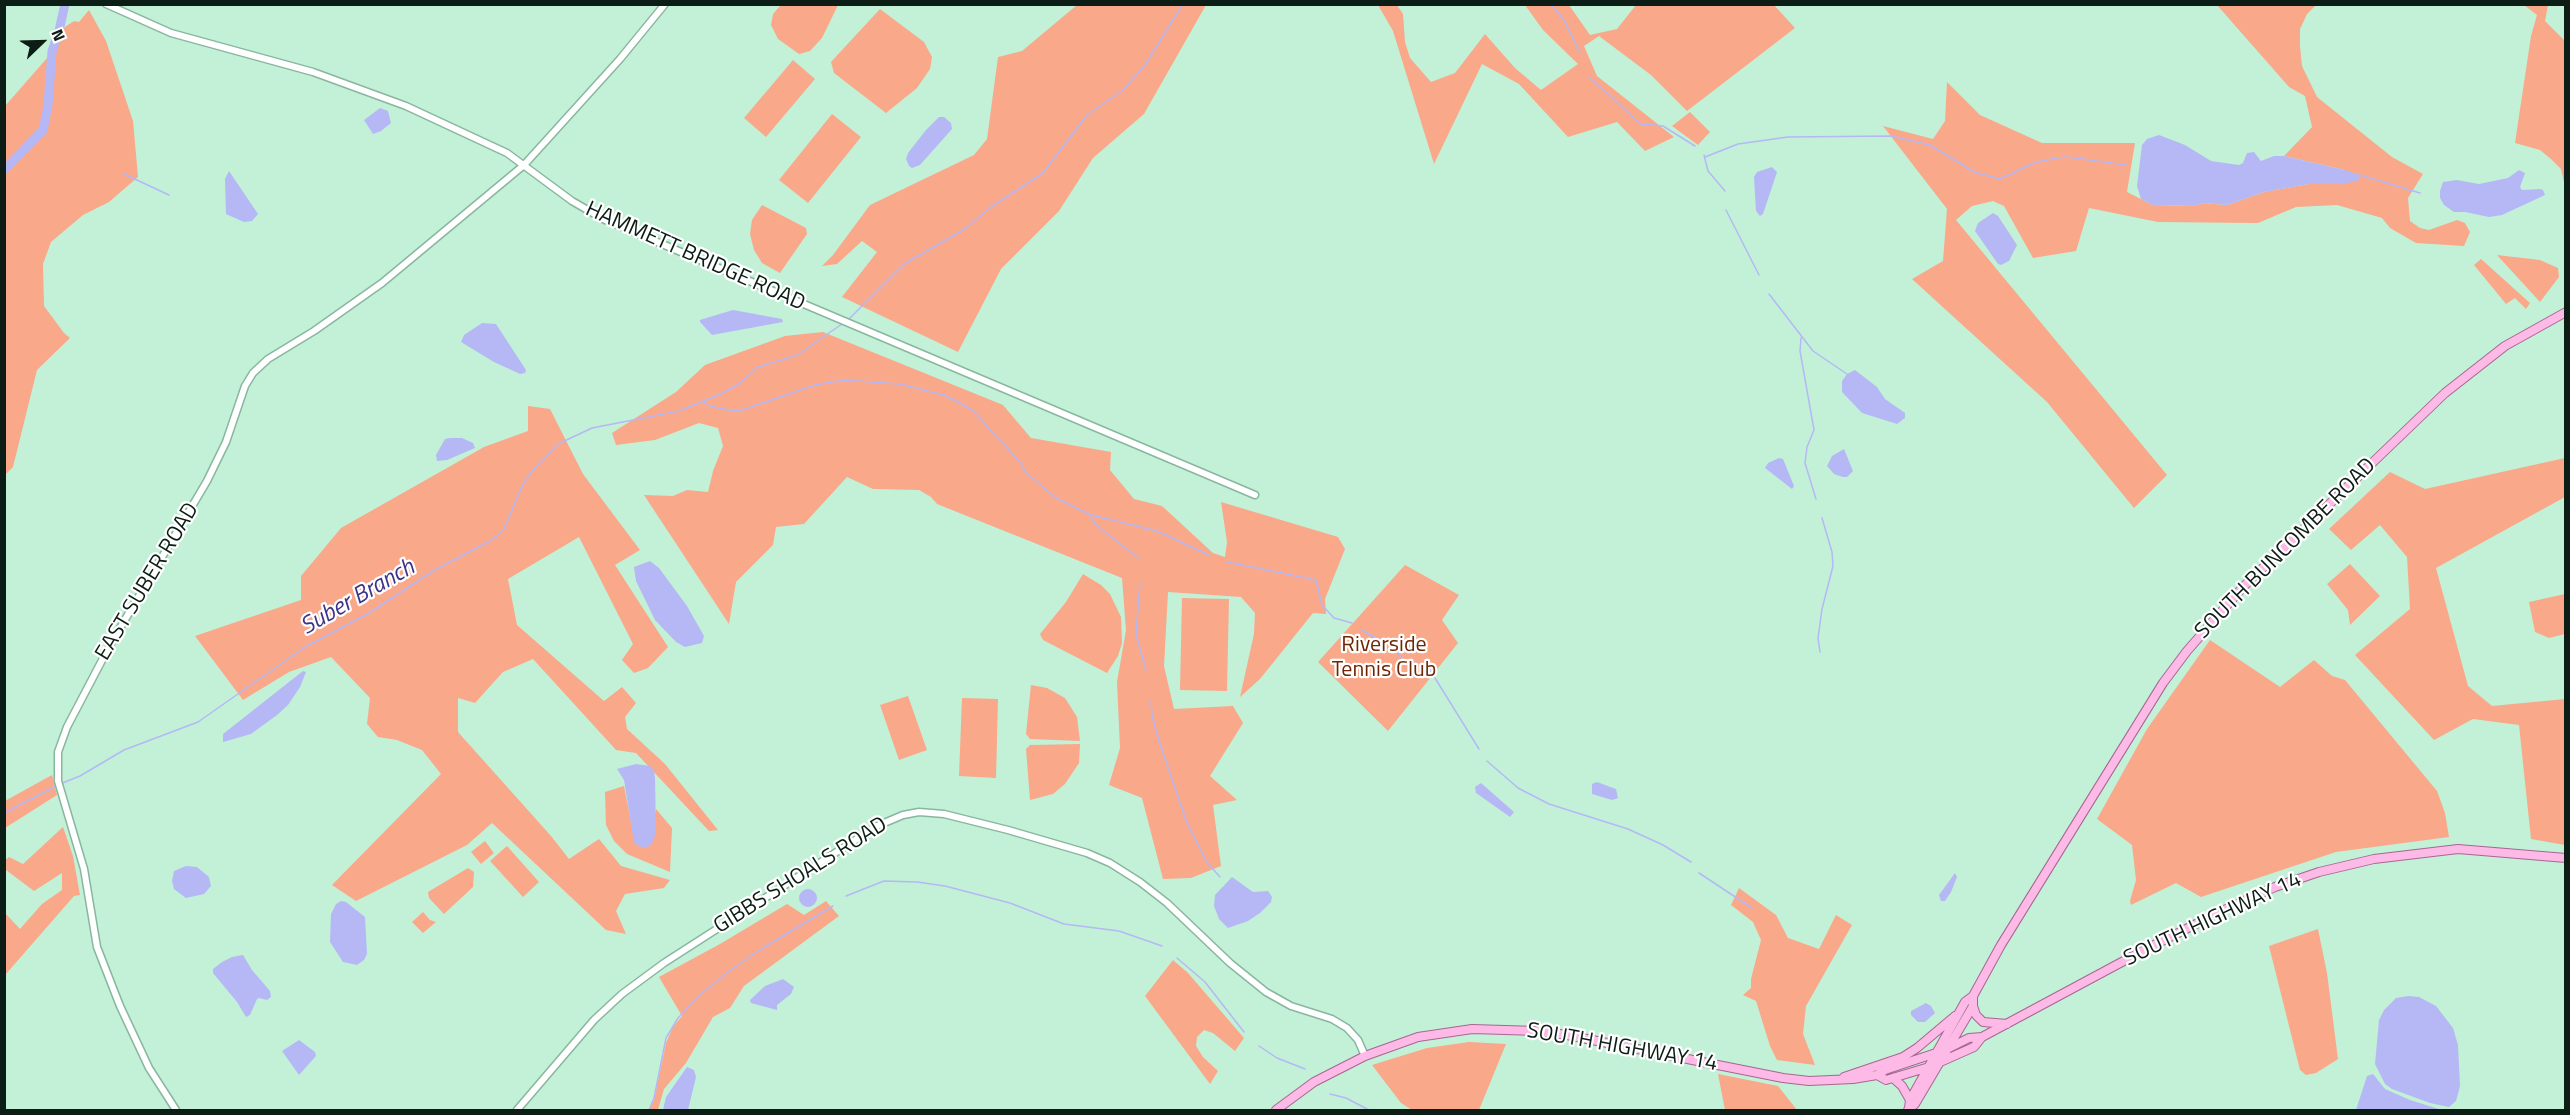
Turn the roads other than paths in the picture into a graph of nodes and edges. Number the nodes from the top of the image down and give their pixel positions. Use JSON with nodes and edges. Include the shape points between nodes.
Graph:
{"nodes":[{"id":1,"x":106,"y":4,"type":"edge"},
{"id":2,"x":665,"y":4,"type":"edge"},
{"id":3,"x":524,"y":165,"type":"junction"},
{"id":4,"x":2565,"y":312,"type":"edge"},
{"id":5,"x":1255,"y":495,"type":"dead end"},
{"id":6,"x":2565,"y":858,"type":"edge"},
{"id":7,"x":1973,"y":996,"type":"junction"},
{"id":8,"x":1973,"y":1006,"type":"junction"},
{"id":9,"x":1959,"y":1014,"type":"junction"},
{"id":10,"x":2008,"y":1024,"type":"junction"},
{"id":11,"x":1982,"y":1037,"type":"junction"},
{"id":12,"x":1945,"y":1050,"type":"junction"},
{"id":13,"x":1936,"y":1054,"type":"junction"},
{"id":14,"x":1365,"y":1056,"type":"junction"},
{"id":15,"x":1938,"y":1063,"type":"junction"},
{"id":16,"x":1929,"y":1067,"type":"junction"},
{"id":17,"x":1877,"y":1076,"type":"junction"},
{"id":18,"x":1893,"y":1078,"type":"junction"},
{"id":19,"x":1836,"y":1080,"type":"junction"},
{"id":20,"x":1909,"y":1106,"type":"edge"},
{"id":21,"x":176,"y":1110,"type":"edge"},
{"id":22,"x":517,"y":1110,"type":"edge"},
{"id":23,"x":1276,"y":1110,"type":"edge"}],
"edges":[{"from":1,"to":3,"type":"street","name":"HAMMETT BRIDGE ROAD","via":[[171,33],[376,93],[477,138]]},
{"from":2,"to":3,"type":"street","name":"EAST SUBER ROAD"},
{"from":3,"to":5,"type":"street","name":"HAMMETT BRIDGE ROAD","via":[[603,219]]},
{"from":3,"to":21,"type":"street","name":"EAST SUBER ROAD","via":[[382,283],[253,373],[207,481],[110,645],[67,727],[58,752],[58,781],[82,860],[94,938],[149,1068]]},
{"from":4,"to":7,"type":"main road","name":"SOUTH BUNCOMBE ROAD","via":[[2512,341],[2462,378],[2218,614],[2163,683]]},
{"from":6,"to":10,"type":"main road","name":"SOUTH HIGHWAY 14","via":[[2458,849],[2374,859],[2319,872],[2224,910]]},
{"from":7,"to":8,"type":"main road","name":"SOUTH BUNCOMBE ROAD"},
{"from":7,"to":9,"type":"main road","name":"SOUTH BUNCOMBE ROAD"},
{"from":8,"to":10,"type":"main road","via":[[1983,1022]]},
{"from":8,"to":12,"type":"main road"},
{"from":9,"to":13,"type":"main road","name":"SOUTH BUNCOMBE ROAD"},
{"from":9,"to":19,"type":"main road","via":[[1904,1057]]},
{"from":10,"to":11,"type":"main road","name":"SOUTH HIGHWAY 14"},
{"from":11,"to":12,"type":"main road","name":"SOUTH HIGHWAY 14","via":[[1969,1038]]},
{"from":11,"to":15,"type":"main road","name":"SOUTH HIGHWAY 14","via":[[1974,1047]]},
{"from":12,"to":13,"type":"main road","name":"SOUTH HIGHWAY 14"},
{"from":12,"to":15,"type":"main road"},
{"from":13,"to":16,"type":"main road","name":"SOUTH BUNCOMBE ROAD"},
{"from":13,"to":17,"type":"main road","name":"SOUTH HIGHWAY 14"},
{"from":14,"to":19,"type":"main road","name":"SOUTH HIGHWAY 14","via":[[1450,1030],[1505,1029],[1567,1035],[1783,1078]]},
{"from":14,"to":22,"type":"street","name":"GIBBS SHOALS ROAD","via":[[1347,1028],[1266,992],[1167,903],[1110,863],[1008,830],[919,812],[877,826],[629,988],[594,1020]]},
{"from":14,"to":23,"type":"main road","name":"SOUTH HIGHWAY 14","via":[[1314,1082]]},
{"from":15,"to":16,"type":"main road","name":"SOUTH HIGHWAY 14"},
{"from":15,"to":20,"type":"main road","via":[[1915,1104]]},
{"from":16,"to":18,"type":"main road","name":"SOUTH HIGHWAY 14"},
{"from":16,"to":20,"type":"main road","name":"SOUTH BUNCOMBE ROAD"},
{"from":17,"to":18,"type":"main road","name":"SOUTH HIGHWAY 14"},
{"from":17,"to":19,"type":"main road","name":"SOUTH HIGHWAY 14"},
{"from":18,"to":20,"type":"main road","via":[[1902,1086]]}]}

### What is required
Which lines in the data above hold the word "street"? Return each of them.

### Written solution
"edges":[{"from":1,"to":3,"type":"street","name":"HAMMETT BRIDGE ROAD","via":[[171,33],[376,93],[477,138]]},
{"from":2,"to":3,"type":"street","name":"EAST SUBER ROAD"},
{"from":3,"to":5,"type":"street","name":"HAMMETT BRIDGE ROAD","via":[[603,219]]},
{"from":3,"to":21,"type":"street","name":"EAST SUBER ROAD","via":[[382,283],[253,373],[207,481],[110,645],[67,727],[58,752],[58,781],[82,860],[94,938],[149,1068]]},
{"from":14,"to":22,"type":"street","name":"GIBBS SHOALS ROAD","via":[[1347,1028],[1266,992],[1167,903],[1110,863],[1008,830],[919,812],[877,826],[629,988],[594,1020]]},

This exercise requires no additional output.